[Start of Attachment]

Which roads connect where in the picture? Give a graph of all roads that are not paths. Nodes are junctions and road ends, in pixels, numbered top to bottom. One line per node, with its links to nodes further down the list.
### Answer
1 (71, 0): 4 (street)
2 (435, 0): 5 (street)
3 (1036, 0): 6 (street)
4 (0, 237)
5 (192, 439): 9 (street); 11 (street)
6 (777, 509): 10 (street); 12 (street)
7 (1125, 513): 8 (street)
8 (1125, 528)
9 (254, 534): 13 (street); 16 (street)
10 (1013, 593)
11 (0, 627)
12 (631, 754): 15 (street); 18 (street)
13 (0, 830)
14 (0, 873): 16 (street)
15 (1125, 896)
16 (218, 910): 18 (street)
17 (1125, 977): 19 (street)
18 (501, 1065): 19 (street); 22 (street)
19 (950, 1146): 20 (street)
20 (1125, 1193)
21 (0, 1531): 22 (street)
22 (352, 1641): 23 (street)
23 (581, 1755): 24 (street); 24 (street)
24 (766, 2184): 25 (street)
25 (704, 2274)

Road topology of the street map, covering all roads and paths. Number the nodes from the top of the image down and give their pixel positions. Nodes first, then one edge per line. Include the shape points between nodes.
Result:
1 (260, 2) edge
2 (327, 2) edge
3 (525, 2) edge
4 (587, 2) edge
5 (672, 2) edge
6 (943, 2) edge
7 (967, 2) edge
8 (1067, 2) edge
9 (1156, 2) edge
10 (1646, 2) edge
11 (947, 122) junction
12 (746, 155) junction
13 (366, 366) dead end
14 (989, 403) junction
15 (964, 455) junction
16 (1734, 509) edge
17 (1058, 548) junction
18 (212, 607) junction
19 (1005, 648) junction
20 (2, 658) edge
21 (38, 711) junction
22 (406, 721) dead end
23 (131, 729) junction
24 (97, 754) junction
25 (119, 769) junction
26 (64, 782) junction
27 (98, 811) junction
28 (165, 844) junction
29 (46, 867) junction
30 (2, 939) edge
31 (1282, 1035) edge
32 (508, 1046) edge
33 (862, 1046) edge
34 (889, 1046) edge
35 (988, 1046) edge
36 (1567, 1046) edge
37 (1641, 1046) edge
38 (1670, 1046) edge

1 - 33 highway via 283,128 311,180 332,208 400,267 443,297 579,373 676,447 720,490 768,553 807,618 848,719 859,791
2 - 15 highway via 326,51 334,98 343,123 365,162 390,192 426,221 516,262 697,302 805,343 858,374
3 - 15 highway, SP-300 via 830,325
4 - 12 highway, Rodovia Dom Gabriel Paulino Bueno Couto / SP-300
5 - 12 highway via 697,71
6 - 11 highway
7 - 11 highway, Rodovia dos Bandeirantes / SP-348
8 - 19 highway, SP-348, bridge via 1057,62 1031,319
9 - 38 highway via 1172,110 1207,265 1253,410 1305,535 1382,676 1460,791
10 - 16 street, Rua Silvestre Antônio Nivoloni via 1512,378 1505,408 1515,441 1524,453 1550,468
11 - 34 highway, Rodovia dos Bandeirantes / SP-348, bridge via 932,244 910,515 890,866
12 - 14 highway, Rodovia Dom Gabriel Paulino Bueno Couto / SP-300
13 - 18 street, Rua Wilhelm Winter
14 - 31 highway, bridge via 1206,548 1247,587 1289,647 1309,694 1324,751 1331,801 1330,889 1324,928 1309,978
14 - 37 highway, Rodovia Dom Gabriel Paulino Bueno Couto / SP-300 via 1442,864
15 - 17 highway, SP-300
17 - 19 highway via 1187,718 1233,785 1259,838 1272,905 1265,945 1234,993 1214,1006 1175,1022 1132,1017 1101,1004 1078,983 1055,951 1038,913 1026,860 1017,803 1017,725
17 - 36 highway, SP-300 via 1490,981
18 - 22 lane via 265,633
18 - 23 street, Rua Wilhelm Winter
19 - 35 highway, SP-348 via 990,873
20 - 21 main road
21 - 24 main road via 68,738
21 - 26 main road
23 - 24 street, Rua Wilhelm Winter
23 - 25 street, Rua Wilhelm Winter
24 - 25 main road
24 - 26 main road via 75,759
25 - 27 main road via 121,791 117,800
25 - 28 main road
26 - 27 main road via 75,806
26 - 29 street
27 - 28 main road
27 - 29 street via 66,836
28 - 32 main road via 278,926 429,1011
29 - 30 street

[End of Attachment]

» **Assignment**
Reproduce the whole listing so that each line matches the original exactly.

» **Output of the exercise**
Which roads connect where in the picture? Give a graph of all roads that are not paths. Nodes are junctions and road ends, in pixels, numbered top to bottom. One line per node, with its links to nodes further down the list.
### Answer
1 (71, 0): 4 (street)
2 (435, 0): 5 (street)
3 (1036, 0): 6 (street)
4 (0, 237)
5 (192, 439): 9 (street); 11 (street)
6 (777, 509): 10 (street); 12 (street)
7 (1125, 513): 8 (street)
8 (1125, 528)
9 (254, 534): 13 (street); 16 (street)
10 (1013, 593)
11 (0, 627)
12 (631, 754): 15 (street); 18 (street)
13 (0, 830)
14 (0, 873): 16 (street)
15 (1125, 896)
16 (218, 910): 18 (street)
17 (1125, 977): 19 (street)
18 (501, 1065): 19 (street); 22 (street)
19 (950, 1146): 20 (street)
20 (1125, 1193)
21 (0, 1531): 22 (street)
22 (352, 1641): 23 (street)
23 (581, 1755): 24 (street); 24 (street)
24 (766, 2184): 25 (street)
25 (704, 2274)

Road topology of the street map, covering all roads and paths. Number the nodes from the top of the image down and give their pixel positions. Nodes first, then one edge per line. Include the shape points between nodes.
Result:
1 (260, 2) edge
2 (327, 2) edge
3 (525, 2) edge
4 (587, 2) edge
5 (672, 2) edge
6 (943, 2) edge
7 (967, 2) edge
8 (1067, 2) edge
9 (1156, 2) edge
10 (1646, 2) edge
11 (947, 122) junction
12 (746, 155) junction
13 (366, 366) dead end
14 (989, 403) junction
15 (964, 455) junction
16 (1734, 509) edge
17 (1058, 548) junction
18 (212, 607) junction
19 (1005, 648) junction
20 (2, 658) edge
21 (38, 711) junction
22 (406, 721) dead end
23 (131, 729) junction
24 (97, 754) junction
25 (119, 769) junction
26 (64, 782) junction
27 (98, 811) junction
28 (165, 844) junction
29 (46, 867) junction
30 (2, 939) edge
31 (1282, 1035) edge
32 (508, 1046) edge
33 (862, 1046) edge
34 (889, 1046) edge
35 (988, 1046) edge
36 (1567, 1046) edge
37 (1641, 1046) edge
38 (1670, 1046) edge

1 - 33 highway via 283,128 311,180 332,208 400,267 443,297 579,373 676,447 720,490 768,553 807,618 848,719 859,791
2 - 15 highway via 326,51 334,98 343,123 365,162 390,192 426,221 516,262 697,302 805,343 858,374
3 - 15 highway, SP-300 via 830,325
4 - 12 highway, Rodovia Dom Gabriel Paulino Bueno Couto / SP-300
5 - 12 highway via 697,71
6 - 11 highway
7 - 11 highway, Rodovia dos Bandeirantes / SP-348
8 - 19 highway, SP-348, bridge via 1057,62 1031,319
9 - 38 highway via 1172,110 1207,265 1253,410 1305,535 1382,676 1460,791
10 - 16 street, Rua Silvestre Antônio Nivoloni via 1512,378 1505,408 1515,441 1524,453 1550,468
11 - 34 highway, Rodovia dos Bandeirantes / SP-348, bridge via 932,244 910,515 890,866
12 - 14 highway, Rodovia Dom Gabriel Paulino Bueno Couto / SP-300
13 - 18 street, Rua Wilhelm Winter
14 - 31 highway, bridge via 1206,548 1247,587 1289,647 1309,694 1324,751 1331,801 1330,889 1324,928 1309,978
14 - 37 highway, Rodovia Dom Gabriel Paulino Bueno Couto / SP-300 via 1442,864
15 - 17 highway, SP-300
17 - 19 highway via 1187,718 1233,785 1259,838 1272,905 1265,945 1234,993 1214,1006 1175,1022 1132,1017 1101,1004 1078,983 1055,951 1038,913 1026,860 1017,803 1017,725
17 - 36 highway, SP-300 via 1490,981
18 - 22 lane via 265,633
18 - 23 street, Rua Wilhelm Winter
19 - 35 highway, SP-348 via 990,873
20 - 21 main road
21 - 24 main road via 68,738
21 - 26 main road
23 - 24 street, Rua Wilhelm Winter
23 - 25 street, Rua Wilhelm Winter
24 - 25 main road
24 - 26 main road via 75,759
25 - 27 main road via 121,791 117,800
25 - 28 main road
26 - 27 main road via 75,806
26 - 29 street
27 - 28 main road
27 - 29 street via 66,836
28 - 32 main road via 278,926 429,1011
29 - 30 street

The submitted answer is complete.